All businesses, large and small, run the risk of losing both revenue and reputation through fraud perpetrated by people associated with the business. Fraud can be such a significant cost that it can threaten the very survival of a business.
Statistics suggest the average fraud now costs a business around $250,000, with the annual cost of fraud in Australia estimated at more than $3.5 million. Other statistics suggest smaller businesses bear the brunt of a disproportionately large dollar loss from fraud, when compared with larger business.
Because fraud is a hidden cost, it can be very hard for business owners and managers to identify it, and stop the losses occurring. Any analysis of business results becomes extremely difficult, and other, false reasons for the poor performance of a business may be found, leading to incorrect remedial action ultimately leading to other problems.
Most frauds fall within one of three categories: asset misappropriation, including disbursements, skimming and cash larceny; corruption, being the use of position to obtain an unfair benefit; and financial statement fraud, involving the fraudulent reporting of financial information.
Within this, some examples of fraud that small and medium businesses are vulnerable to include:
Electronic banking: Many businesses now take advantage of the efficiencies offered by electronic banking without making sure the correct systems are in place. For example, paying bills online rather than by cheque may be quicker, but it means there is little or no paper trail, and also that the security check of an authorised signatory is skipped.

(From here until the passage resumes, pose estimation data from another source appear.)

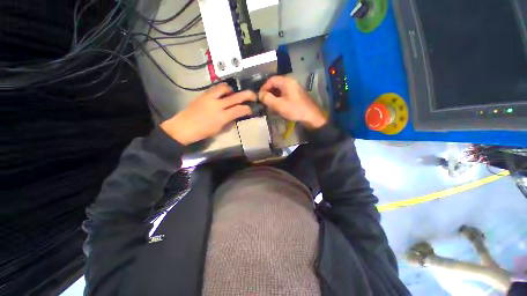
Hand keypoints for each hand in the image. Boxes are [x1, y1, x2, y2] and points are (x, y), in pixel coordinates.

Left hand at [161, 84, 255, 144]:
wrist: (183, 127)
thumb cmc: (202, 132)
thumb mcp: (219, 129)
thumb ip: (229, 120)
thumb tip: (236, 114)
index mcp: (221, 117)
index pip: (239, 109)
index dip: (248, 109)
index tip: (251, 109)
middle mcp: (217, 105)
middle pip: (235, 97)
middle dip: (247, 95)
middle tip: (253, 95)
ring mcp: (209, 98)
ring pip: (225, 88)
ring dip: (232, 90)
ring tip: (234, 93)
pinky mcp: (203, 94)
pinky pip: (215, 89)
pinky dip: (222, 90)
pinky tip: (223, 94)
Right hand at [259, 76, 325, 129]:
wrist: (310, 116)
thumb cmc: (294, 109)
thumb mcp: (279, 105)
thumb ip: (267, 99)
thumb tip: (259, 94)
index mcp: (286, 82)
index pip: (271, 80)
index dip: (264, 87)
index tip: (260, 97)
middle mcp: (290, 82)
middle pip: (275, 84)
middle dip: (268, 93)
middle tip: (264, 102)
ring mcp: (293, 88)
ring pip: (279, 90)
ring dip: (273, 97)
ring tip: (270, 105)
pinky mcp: (295, 94)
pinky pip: (284, 94)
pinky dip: (279, 99)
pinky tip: (277, 106)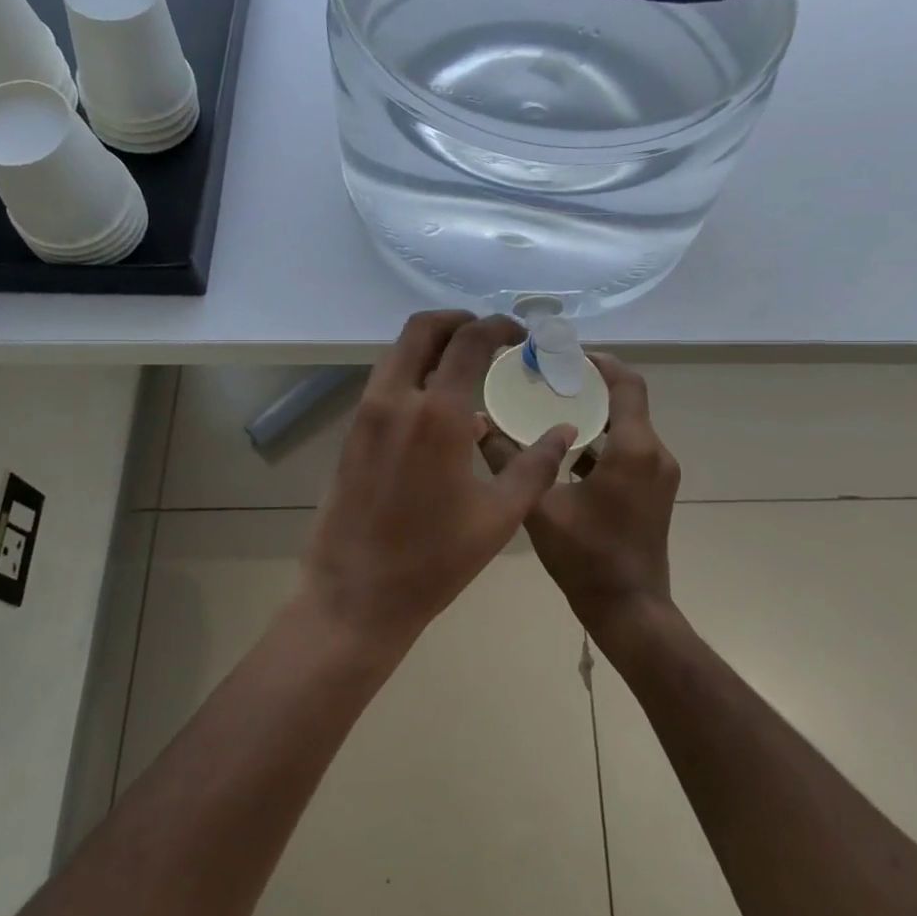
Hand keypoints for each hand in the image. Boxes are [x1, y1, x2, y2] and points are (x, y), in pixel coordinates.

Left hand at [303, 310, 577, 654]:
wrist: (356, 594)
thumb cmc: (434, 560)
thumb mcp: (499, 516)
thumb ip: (536, 466)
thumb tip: (564, 432)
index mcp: (436, 415)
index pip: (468, 342)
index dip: (497, 327)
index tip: (519, 335)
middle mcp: (395, 400)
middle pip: (421, 329)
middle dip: (458, 321)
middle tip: (488, 335)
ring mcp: (367, 414)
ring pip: (398, 352)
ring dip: (432, 344)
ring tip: (466, 364)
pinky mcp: (352, 433)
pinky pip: (385, 382)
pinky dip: (412, 371)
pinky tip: (437, 404)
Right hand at [479, 355, 680, 642]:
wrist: (629, 610)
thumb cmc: (587, 558)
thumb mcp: (539, 507)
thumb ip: (508, 461)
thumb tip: (477, 425)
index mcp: (634, 449)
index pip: (626, 383)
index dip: (599, 362)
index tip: (564, 355)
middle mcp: (655, 453)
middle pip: (627, 401)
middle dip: (590, 385)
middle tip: (548, 379)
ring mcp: (659, 474)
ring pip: (628, 427)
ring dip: (595, 414)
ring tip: (551, 408)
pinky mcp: (654, 491)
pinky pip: (630, 450)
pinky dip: (602, 441)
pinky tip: (566, 450)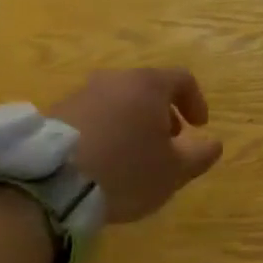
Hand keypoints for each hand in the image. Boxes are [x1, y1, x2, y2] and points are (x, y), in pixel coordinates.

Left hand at [51, 68, 223, 222]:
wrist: (49, 182)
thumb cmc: (125, 170)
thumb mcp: (174, 171)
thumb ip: (200, 155)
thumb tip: (214, 143)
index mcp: (148, 85)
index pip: (183, 79)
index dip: (195, 101)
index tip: (199, 127)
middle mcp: (114, 80)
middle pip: (147, 88)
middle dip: (161, 114)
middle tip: (166, 143)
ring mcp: (80, 94)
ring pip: (117, 101)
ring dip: (131, 122)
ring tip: (132, 156)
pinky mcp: (53, 114)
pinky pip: (90, 116)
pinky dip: (104, 131)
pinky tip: (101, 161)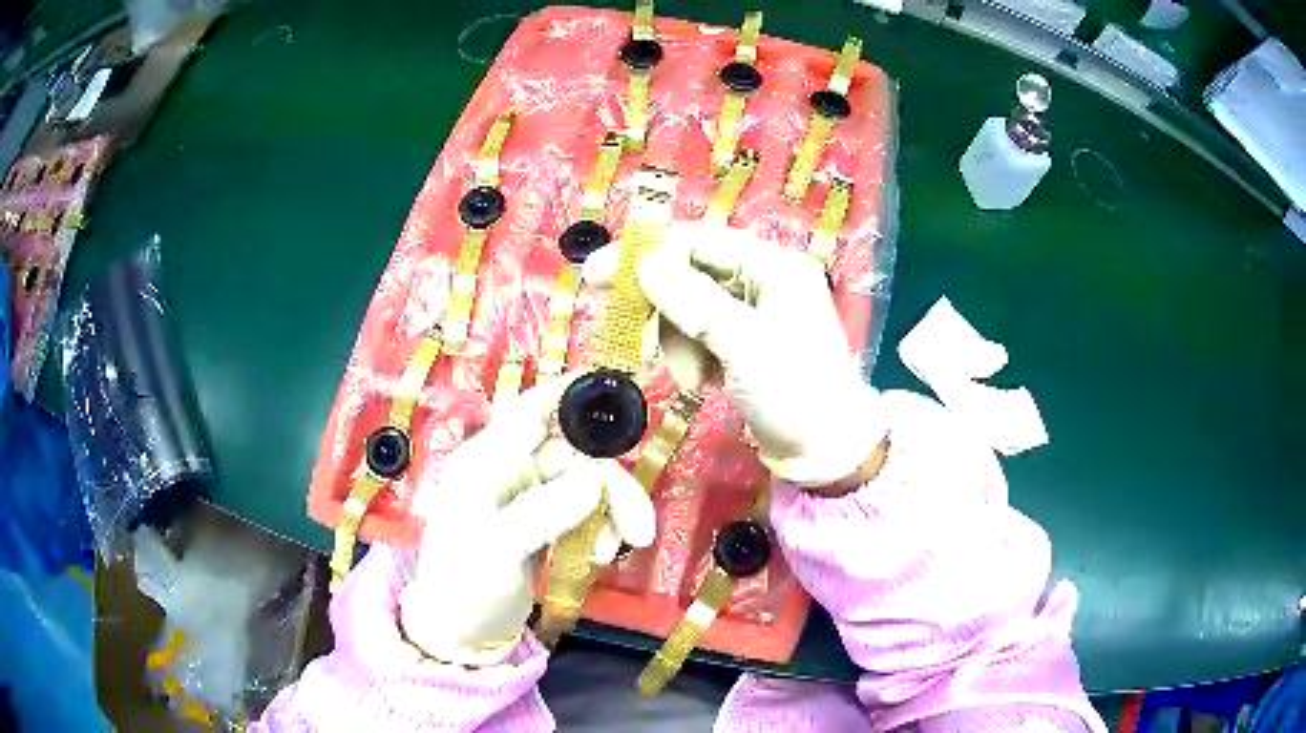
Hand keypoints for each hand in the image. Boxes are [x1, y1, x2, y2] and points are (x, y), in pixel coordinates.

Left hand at [399, 375, 655, 665]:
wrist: (460, 634)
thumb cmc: (463, 587)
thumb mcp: (495, 551)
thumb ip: (540, 514)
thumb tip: (591, 483)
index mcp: (485, 463)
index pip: (529, 412)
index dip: (569, 394)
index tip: (617, 387)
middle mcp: (508, 471)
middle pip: (574, 457)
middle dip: (611, 489)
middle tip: (640, 531)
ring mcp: (527, 498)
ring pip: (585, 485)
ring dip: (610, 513)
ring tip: (613, 554)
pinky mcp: (543, 523)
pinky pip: (583, 511)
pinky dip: (600, 528)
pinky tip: (602, 556)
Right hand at [583, 222, 883, 487]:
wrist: (824, 453)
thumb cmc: (794, 393)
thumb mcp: (743, 345)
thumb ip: (694, 302)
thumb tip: (645, 264)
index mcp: (774, 265)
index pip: (698, 241)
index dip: (646, 254)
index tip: (597, 275)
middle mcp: (764, 278)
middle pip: (690, 272)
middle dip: (663, 308)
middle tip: (633, 334)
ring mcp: (754, 310)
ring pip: (689, 305)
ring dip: (678, 340)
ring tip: (693, 378)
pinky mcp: (743, 340)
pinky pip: (699, 332)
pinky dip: (690, 354)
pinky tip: (703, 381)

Anyone with access to your bank details and password could perpetrate fraud against your businesses.
Financial statements: The misreporting of financial results can be difficult to monitor and check, particularly for businesses with a complex accounting and reporting system. Business owners often prefer to leave such matters to those they’ve hired to look after them, but keeping an eye on this is important.

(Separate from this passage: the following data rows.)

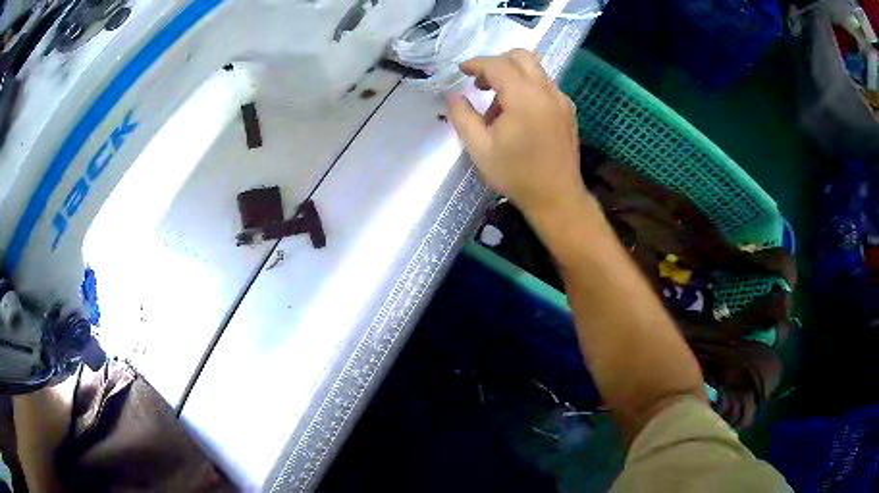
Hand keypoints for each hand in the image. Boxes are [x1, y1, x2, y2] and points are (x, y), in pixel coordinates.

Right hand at [448, 49, 588, 220]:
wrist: (557, 197)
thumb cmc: (516, 175)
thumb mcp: (479, 148)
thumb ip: (462, 116)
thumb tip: (453, 95)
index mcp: (524, 97)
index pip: (498, 64)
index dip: (476, 63)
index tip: (461, 71)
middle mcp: (546, 91)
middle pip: (522, 56)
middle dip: (497, 62)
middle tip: (481, 84)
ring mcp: (561, 100)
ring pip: (535, 70)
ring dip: (513, 75)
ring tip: (498, 105)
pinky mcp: (568, 110)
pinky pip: (545, 86)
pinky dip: (528, 87)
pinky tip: (518, 114)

Regulation, such as the Sarbanes Oxley Act in the US, similar legislation in Canada, and our own CLERP 9 in Australia, has been developed to prevent this area of fraud.
Preventing Fraud
All businesses should have in place a risk management plan to prevent fraud, or at least minimise the risk of it taking place. The cost of investigating fraud once it is found, together with the losses that can’t be recovered, in most cases far outweighs the cost of a prevention system.
An important step is understanding the nature and extent of fraud, including how fraud can be perpetrated and how to identify it. By focusing on fraud risk, business owners and managers are able to better consider how exposed the business is to fraud. One benefit of this approach is that it stimulates a more ‘fraud aware’ culture across the organisation, letting employees know the organisation is aware of fraud and is taking steps to prevent it. Reducing opportunities, enhancing accountability, improving detection and deterrence, all help to fraud-proof the business.